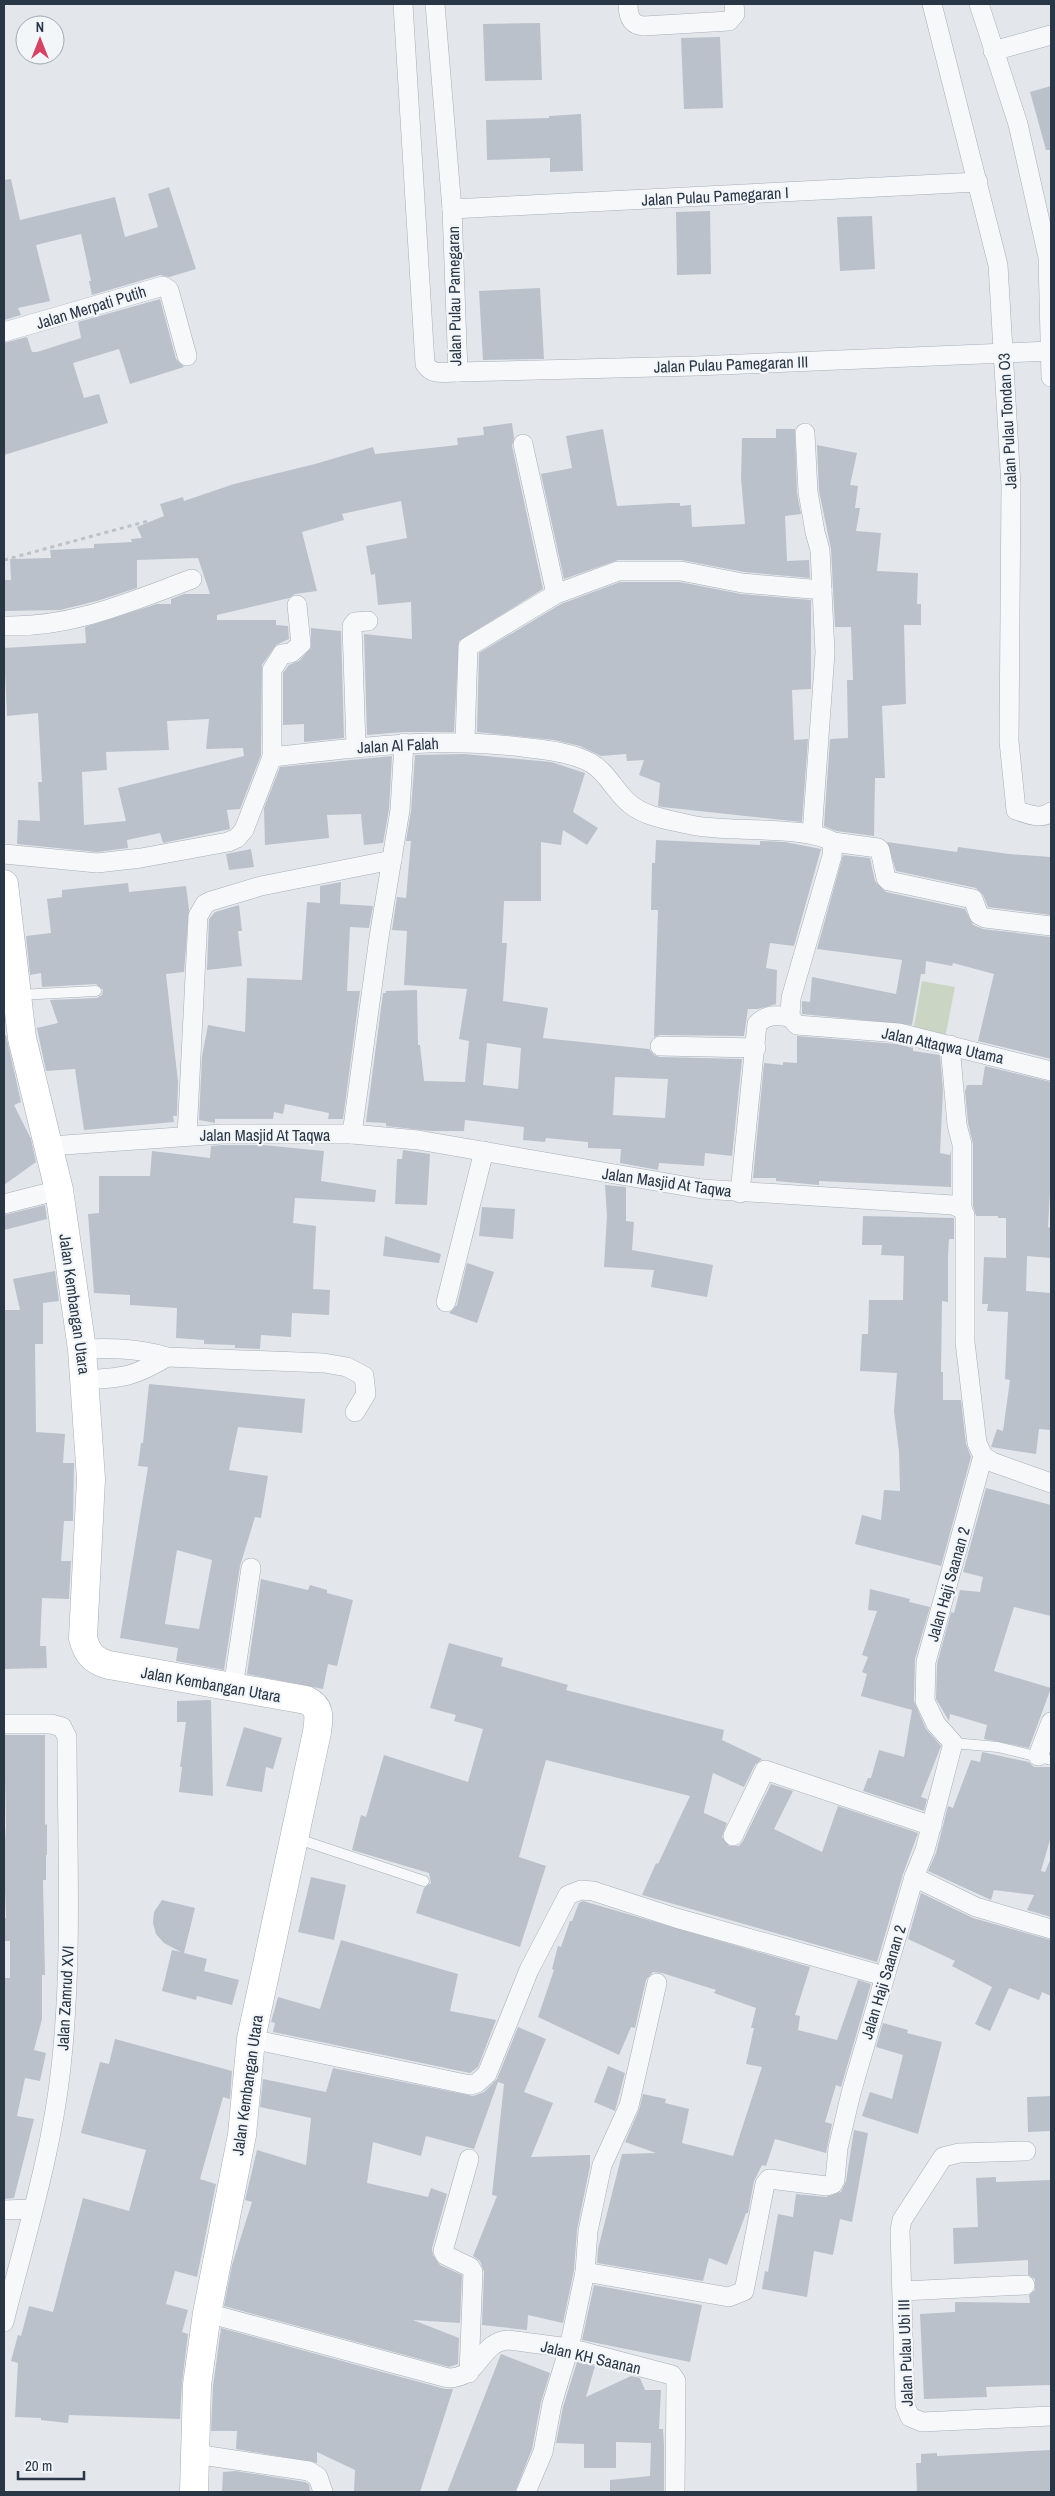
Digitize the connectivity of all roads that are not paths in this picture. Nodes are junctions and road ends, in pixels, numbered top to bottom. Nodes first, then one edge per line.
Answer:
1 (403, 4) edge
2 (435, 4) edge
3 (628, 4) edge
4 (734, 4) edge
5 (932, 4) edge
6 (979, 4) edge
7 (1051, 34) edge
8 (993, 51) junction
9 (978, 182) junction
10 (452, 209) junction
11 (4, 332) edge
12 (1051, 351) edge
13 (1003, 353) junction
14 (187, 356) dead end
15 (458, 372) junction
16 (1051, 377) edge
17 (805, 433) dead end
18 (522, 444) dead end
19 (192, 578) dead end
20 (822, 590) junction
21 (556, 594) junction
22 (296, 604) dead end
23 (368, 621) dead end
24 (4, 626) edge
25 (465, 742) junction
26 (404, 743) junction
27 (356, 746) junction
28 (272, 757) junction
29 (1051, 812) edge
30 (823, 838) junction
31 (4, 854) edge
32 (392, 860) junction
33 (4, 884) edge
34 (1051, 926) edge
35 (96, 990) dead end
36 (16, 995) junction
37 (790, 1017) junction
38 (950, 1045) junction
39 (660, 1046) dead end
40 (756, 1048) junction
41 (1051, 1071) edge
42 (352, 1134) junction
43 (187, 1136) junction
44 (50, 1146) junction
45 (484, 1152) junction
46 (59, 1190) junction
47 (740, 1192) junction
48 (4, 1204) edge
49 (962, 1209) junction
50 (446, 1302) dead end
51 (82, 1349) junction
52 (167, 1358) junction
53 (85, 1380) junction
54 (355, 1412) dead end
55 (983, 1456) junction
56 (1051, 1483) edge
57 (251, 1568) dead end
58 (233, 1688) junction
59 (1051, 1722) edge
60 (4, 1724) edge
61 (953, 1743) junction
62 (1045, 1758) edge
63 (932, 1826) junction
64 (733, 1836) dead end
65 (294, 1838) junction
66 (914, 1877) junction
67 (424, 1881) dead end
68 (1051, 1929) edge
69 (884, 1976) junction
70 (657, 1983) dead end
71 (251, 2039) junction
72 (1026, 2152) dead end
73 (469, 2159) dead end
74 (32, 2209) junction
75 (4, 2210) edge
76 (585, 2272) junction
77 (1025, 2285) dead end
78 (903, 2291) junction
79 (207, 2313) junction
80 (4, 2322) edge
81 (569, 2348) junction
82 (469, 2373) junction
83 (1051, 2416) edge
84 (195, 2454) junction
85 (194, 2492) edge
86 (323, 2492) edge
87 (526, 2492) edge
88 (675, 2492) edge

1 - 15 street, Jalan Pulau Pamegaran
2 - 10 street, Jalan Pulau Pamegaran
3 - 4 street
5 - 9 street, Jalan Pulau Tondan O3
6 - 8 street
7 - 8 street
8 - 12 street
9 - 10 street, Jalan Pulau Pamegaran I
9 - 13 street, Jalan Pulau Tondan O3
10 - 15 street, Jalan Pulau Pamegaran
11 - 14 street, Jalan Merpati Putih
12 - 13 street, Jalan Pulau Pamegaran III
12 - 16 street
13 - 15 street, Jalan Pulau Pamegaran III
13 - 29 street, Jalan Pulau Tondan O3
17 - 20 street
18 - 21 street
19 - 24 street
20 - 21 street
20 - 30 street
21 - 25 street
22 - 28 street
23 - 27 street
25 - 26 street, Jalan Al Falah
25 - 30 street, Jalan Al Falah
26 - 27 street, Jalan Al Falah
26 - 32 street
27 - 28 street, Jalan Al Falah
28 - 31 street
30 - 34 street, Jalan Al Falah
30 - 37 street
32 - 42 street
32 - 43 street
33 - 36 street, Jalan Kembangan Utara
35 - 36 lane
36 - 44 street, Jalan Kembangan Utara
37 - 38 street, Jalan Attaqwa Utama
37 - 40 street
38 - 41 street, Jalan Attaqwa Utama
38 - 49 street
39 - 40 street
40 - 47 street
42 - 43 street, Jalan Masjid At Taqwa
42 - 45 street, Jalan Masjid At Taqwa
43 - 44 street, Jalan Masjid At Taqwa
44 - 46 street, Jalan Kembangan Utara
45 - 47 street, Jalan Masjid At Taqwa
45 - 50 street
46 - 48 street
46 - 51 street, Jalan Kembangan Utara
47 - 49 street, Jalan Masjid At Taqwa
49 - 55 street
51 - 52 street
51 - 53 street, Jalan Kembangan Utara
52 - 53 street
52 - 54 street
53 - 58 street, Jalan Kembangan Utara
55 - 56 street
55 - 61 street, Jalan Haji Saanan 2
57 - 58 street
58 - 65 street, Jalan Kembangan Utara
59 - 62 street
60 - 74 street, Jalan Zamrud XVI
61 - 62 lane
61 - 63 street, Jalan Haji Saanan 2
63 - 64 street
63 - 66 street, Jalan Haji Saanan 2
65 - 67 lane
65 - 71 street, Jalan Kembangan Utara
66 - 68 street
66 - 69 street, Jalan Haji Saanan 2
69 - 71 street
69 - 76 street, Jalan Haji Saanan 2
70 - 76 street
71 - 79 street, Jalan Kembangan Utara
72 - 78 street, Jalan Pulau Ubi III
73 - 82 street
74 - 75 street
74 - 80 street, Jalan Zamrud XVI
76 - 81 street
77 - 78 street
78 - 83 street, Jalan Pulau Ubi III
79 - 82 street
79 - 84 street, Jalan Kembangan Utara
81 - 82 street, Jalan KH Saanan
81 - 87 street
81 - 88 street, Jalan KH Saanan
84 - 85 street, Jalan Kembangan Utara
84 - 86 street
____________
#### [TASK TO COMPLETE]
Whatever the records hold apart from pictures should be repeated exactly.

#### [SOLUTION]
Digitize the connectivity of all roads that are not paths in this picture. Nodes are junctions and road ends, in pixels, numbered top to bottom. Nodes first, then one edge per line.
Answer:
1 (403, 4) edge
2 (435, 4) edge
3 (628, 4) edge
4 (734, 4) edge
5 (932, 4) edge
6 (979, 4) edge
7 (1051, 34) edge
8 (993, 51) junction
9 (978, 182) junction
10 (452, 209) junction
11 (4, 332) edge
12 (1051, 351) edge
13 (1003, 353) junction
14 (187, 356) dead end
15 (458, 372) junction
16 (1051, 377) edge
17 (805, 433) dead end
18 (522, 444) dead end
19 (192, 578) dead end
20 (822, 590) junction
21 (556, 594) junction
22 (296, 604) dead end
23 (368, 621) dead end
24 (4, 626) edge
25 (465, 742) junction
26 (404, 743) junction
27 (356, 746) junction
28 (272, 757) junction
29 (1051, 812) edge
30 (823, 838) junction
31 (4, 854) edge
32 (392, 860) junction
33 (4, 884) edge
34 (1051, 926) edge
35 (96, 990) dead end
36 (16, 995) junction
37 (790, 1017) junction
38 (950, 1045) junction
39 (660, 1046) dead end
40 (756, 1048) junction
41 (1051, 1071) edge
42 (352, 1134) junction
43 (187, 1136) junction
44 (50, 1146) junction
45 (484, 1152) junction
46 (59, 1190) junction
47 (740, 1192) junction
48 (4, 1204) edge
49 (962, 1209) junction
50 (446, 1302) dead end
51 (82, 1349) junction
52 (167, 1358) junction
53 (85, 1380) junction
54 (355, 1412) dead end
55 (983, 1456) junction
56 (1051, 1483) edge
57 (251, 1568) dead end
58 (233, 1688) junction
59 (1051, 1722) edge
60 (4, 1724) edge
61 (953, 1743) junction
62 (1045, 1758) edge
63 (932, 1826) junction
64 (733, 1836) dead end
65 (294, 1838) junction
66 (914, 1877) junction
67 (424, 1881) dead end
68 (1051, 1929) edge
69 (884, 1976) junction
70 (657, 1983) dead end
71 (251, 2039) junction
72 (1026, 2152) dead end
73 (469, 2159) dead end
74 (32, 2209) junction
75 (4, 2210) edge
76 (585, 2272) junction
77 (1025, 2285) dead end
78 (903, 2291) junction
79 (207, 2313) junction
80 (4, 2322) edge
81 (569, 2348) junction
82 (469, 2373) junction
83 (1051, 2416) edge
84 (195, 2454) junction
85 (194, 2492) edge
86 (323, 2492) edge
87 (526, 2492) edge
88 (675, 2492) edge

1 - 15 street, Jalan Pulau Pamegaran
2 - 10 street, Jalan Pulau Pamegaran
3 - 4 street
5 - 9 street, Jalan Pulau Tondan O3
6 - 8 street
7 - 8 street
8 - 12 street
9 - 10 street, Jalan Pulau Pamegaran I
9 - 13 street, Jalan Pulau Tondan O3
10 - 15 street, Jalan Pulau Pamegaran
11 - 14 street, Jalan Merpati Putih
12 - 13 street, Jalan Pulau Pamegaran III
12 - 16 street
13 - 15 street, Jalan Pulau Pamegaran III
13 - 29 street, Jalan Pulau Tondan O3
17 - 20 street
18 - 21 street
19 - 24 street
20 - 21 street
20 - 30 street
21 - 25 street
22 - 28 street
23 - 27 street
25 - 26 street, Jalan Al Falah
25 - 30 street, Jalan Al Falah
26 - 27 street, Jalan Al Falah
26 - 32 street
27 - 28 street, Jalan Al Falah
28 - 31 street
30 - 34 street, Jalan Al Falah
30 - 37 street
32 - 42 street
32 - 43 street
33 - 36 street, Jalan Kembangan Utara
35 - 36 lane
36 - 44 street, Jalan Kembangan Utara
37 - 38 street, Jalan Attaqwa Utama
37 - 40 street
38 - 41 street, Jalan Attaqwa Utama
38 - 49 street
39 - 40 street
40 - 47 street
42 - 43 street, Jalan Masjid At Taqwa
42 - 45 street, Jalan Masjid At Taqwa
43 - 44 street, Jalan Masjid At Taqwa
44 - 46 street, Jalan Kembangan Utara
45 - 47 street, Jalan Masjid At Taqwa
45 - 50 street
46 - 48 street
46 - 51 street, Jalan Kembangan Utara
47 - 49 street, Jalan Masjid At Taqwa
49 - 55 street
51 - 52 street
51 - 53 street, Jalan Kembangan Utara
52 - 53 street
52 - 54 street
53 - 58 street, Jalan Kembangan Utara
55 - 56 street
55 - 61 street, Jalan Haji Saanan 2
57 - 58 street
58 - 65 street, Jalan Kembangan Utara
59 - 62 street
60 - 74 street, Jalan Zamrud XVI
61 - 62 lane
61 - 63 street, Jalan Haji Saanan 2
63 - 64 street
63 - 66 street, Jalan Haji Saanan 2
65 - 67 lane
65 - 71 street, Jalan Kembangan Utara
66 - 68 street
66 - 69 street, Jalan Haji Saanan 2
69 - 71 street
69 - 76 street, Jalan Haji Saanan 2
70 - 76 street
71 - 79 street, Jalan Kembangan Utara
72 - 78 street, Jalan Pulau Ubi III
73 - 82 street
74 - 75 street
74 - 80 street, Jalan Zamrud XVI
76 - 81 street
77 - 78 street
78 - 83 street, Jalan Pulau Ubi III
79 - 82 street
79 - 84 street, Jalan Kembangan Utara
81 - 82 street, Jalan KH Saanan
81 - 87 street
81 - 88 street, Jalan KH Saanan
84 - 85 street, Jalan Kembangan Utara
84 - 86 street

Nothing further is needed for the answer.